When I came around the aisle, a young girl was checking out the lip gloss. She was about 11-years-old and had just turned her head away from me, toward the back of the store, when I came around the aisle endcap. Suddenly her hand shot out, grabbed a pink tube of lip gloss, and slipped it in her pocket. She had been looking away from me to check for witnesses, but her timing was poor. She turned her head and looked straight into my eyes. It was clear I had seen her, and her sly expression turned to fear. The tube of make-up leapt back on to the shelf, and she scampered away. It took just a moment. My sudden approach, her turn, the taking and putting back, happened so fast that I had only had time to raise my eyebrows.

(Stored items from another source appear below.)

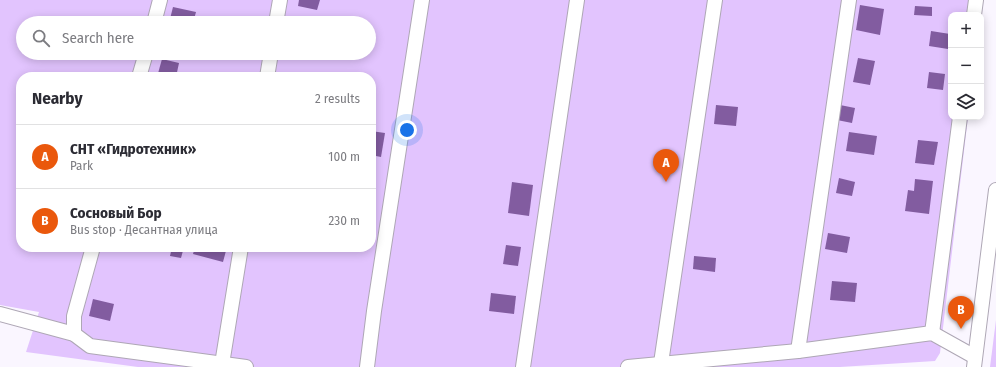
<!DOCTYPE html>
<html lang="en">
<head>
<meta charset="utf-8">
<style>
	:root { --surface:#fff; --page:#f2f2f3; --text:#2b2b33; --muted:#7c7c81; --line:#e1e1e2; --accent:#ea580c }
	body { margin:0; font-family:"Fira Sans Condensed",sans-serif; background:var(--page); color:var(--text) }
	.controls { position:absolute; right:12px; top:12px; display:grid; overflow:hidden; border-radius:8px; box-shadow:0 2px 10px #0003 }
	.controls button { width:36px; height:36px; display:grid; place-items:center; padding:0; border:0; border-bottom:1px solid var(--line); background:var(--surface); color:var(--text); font:20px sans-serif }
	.you { position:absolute; left:407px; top:130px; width:14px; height:14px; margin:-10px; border:3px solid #fff; border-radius:50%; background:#1a73e8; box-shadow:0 0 0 6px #1a73e833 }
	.badge { display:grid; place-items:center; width:26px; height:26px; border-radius:50%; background:var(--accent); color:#fff; font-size:13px; font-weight:700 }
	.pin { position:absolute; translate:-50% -33px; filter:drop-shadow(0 1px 2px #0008) }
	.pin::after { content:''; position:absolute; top:21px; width:14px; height:12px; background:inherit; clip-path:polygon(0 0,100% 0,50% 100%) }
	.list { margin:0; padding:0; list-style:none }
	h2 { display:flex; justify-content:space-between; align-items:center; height:52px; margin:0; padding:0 16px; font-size:17px }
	h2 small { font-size:13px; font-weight:400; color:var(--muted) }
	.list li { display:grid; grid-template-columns:26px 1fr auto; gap:12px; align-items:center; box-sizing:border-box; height:64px; padding:0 16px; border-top:1px solid var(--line) }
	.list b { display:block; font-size:15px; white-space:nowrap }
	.list p { margin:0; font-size:13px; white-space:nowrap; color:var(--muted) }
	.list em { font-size:13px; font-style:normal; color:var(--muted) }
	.icon { flex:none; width:22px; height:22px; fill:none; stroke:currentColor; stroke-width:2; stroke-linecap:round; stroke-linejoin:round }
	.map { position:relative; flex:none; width:996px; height:367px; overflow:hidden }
	.search { position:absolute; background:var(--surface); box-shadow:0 2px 10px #0003; left:16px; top:16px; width:360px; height:44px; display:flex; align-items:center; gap:10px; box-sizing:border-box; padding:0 14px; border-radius:22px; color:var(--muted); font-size:15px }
	.panel { position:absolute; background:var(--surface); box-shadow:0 2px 10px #0003; left:16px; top:72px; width:360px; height:180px; border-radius:16px }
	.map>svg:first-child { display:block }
</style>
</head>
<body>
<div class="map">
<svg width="996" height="367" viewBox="0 0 996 367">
	<rect width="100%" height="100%" fill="#faf6ff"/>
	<g fill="#e2c4fe" fill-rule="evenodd">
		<path d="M0,0H982L980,15H951V117H968L940,353L935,361L840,367H138L26,352L39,312L0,305ZM23,23H369V53H23ZM21,77H371V247H21Z"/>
		<polygon points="996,320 996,367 990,367"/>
	</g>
	<g fill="#825ca0">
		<polygon points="299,0 320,0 317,10 298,6"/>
		<polygon points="860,5 884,9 880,35 856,30"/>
		<polygon points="915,6 932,7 932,16 914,15"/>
		<polygon points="173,7 196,12 193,23 169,23"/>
		<polygon points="931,31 950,34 948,49 929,46"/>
		<polygon points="858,58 875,61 870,85 853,82"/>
		<polygon points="162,59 179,63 176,77 157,77"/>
		<polygon points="929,72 945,74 943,90 927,88"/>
		<polygon points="716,105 738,107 736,126 714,124"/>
		<polygon points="840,105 855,108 852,123 837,120"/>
		<polygon points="371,131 385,133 381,157 371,155"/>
		<polygon points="849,132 877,136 874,155 846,151"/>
		<polygon points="918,140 938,142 934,165 915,163"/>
		<polygon points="839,178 855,182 852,196 836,193"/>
		<polygon points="915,179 933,181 929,214 905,211 908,190 914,191"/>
		<polygon points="512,182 533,185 529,216 508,213"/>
		<polygon points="828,233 850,237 847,253 825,249"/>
		<polygon points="506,245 521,247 518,266 503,264"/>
		<polygon points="172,247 184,247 181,258 170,256"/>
		<polygon points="195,247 227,247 223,262 193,254"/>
		<polygon points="694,256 716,258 715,272 693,269"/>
		<polygon points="832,281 857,283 855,302 830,300"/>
		<polygon points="491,293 516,296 514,314 489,311"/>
		<polygon points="93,299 114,304 110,321 89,316"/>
	</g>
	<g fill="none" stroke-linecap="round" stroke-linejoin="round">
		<g stroke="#aea7b5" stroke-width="16">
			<g id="minor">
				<polyline points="974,15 976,0"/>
				<polyline points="154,23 160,0"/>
				<polyline points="276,23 280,0"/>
				<polyline points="139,77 146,53"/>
				<polyline points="267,77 271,53"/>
				<polyline points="0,314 74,334 90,346 246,367"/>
				<polyline points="932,333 960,117"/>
				<polyline points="74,334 74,316 93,247"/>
				<polyline points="798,351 849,0"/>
				<polyline points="661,363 715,0"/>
				<polyline points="222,364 241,247"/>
				<polyline points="367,367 374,311 422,0"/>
				<polyline points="523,367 577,0"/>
				<polyline points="628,367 798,351 932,333 975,357"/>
				<polyline points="974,367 996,190"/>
			</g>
		</g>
		<use href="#minor" stroke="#fff" stroke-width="14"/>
	</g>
</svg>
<div class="controls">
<button>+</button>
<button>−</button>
<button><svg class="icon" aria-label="layers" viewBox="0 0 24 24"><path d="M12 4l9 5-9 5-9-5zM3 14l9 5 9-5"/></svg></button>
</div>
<div class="you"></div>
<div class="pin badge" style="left:666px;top:182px">A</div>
<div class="pin badge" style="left:961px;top:329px">B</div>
<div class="search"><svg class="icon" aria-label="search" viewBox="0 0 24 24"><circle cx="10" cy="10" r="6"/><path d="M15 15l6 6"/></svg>Search here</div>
<section class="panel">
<h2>Nearby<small>2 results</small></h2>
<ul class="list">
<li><span class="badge">A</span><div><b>СНТ «Гидротехник»</b><p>Park</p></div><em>100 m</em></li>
<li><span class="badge">B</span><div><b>Сосновый Бор</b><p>Bus stop · Десантная улица</p></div><em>230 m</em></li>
</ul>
</section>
</div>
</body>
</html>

In my afternoon's-worth of training, I had learned not to confront shoplifters, but I followed the girl. It wasn't conscious—she had gone into the baby-food aisle. Her mother was there with her little brother in the shopping cart. The little girl took hold of the cart and looked at me again. She looked so scared that I left and went to stack bags of M&M's in the candy aisle. Should I tell her mother? Despite the don't-disturb-the-shoplifters policy, I wasn't afraid that the kid would slug me. But her mother might. I didn't want to deal with an affronted mother who knew her daughter would never shoplift. If the girl had kept the make-up, it would still be in her coat pocket, but it was back on the shelf. No one else had seen it. My mom would have wanted to know if the grocery girl had seen me take something, but then my mother actually cared; this mother might or might not.

I did decide to find them and tell the poor mother, but I had waited too long and they were gone. I hoped it had been the girl's first shoplifting attempt and that I had traumatized her so badly she wouldn't try again.

I'm glad she was scared, because I felt awful. Grocery stores are full of empty battery packages and Advil boxes; people take things all the time. But she was so young, and I had seen it. I felt sorry for her. Maybe her mother didn't let her buy lip gloss, so she took it. Maybe she was just a mean, nasty kid who shop-lifted all the time. But someone who should have cared didn't know her well enough.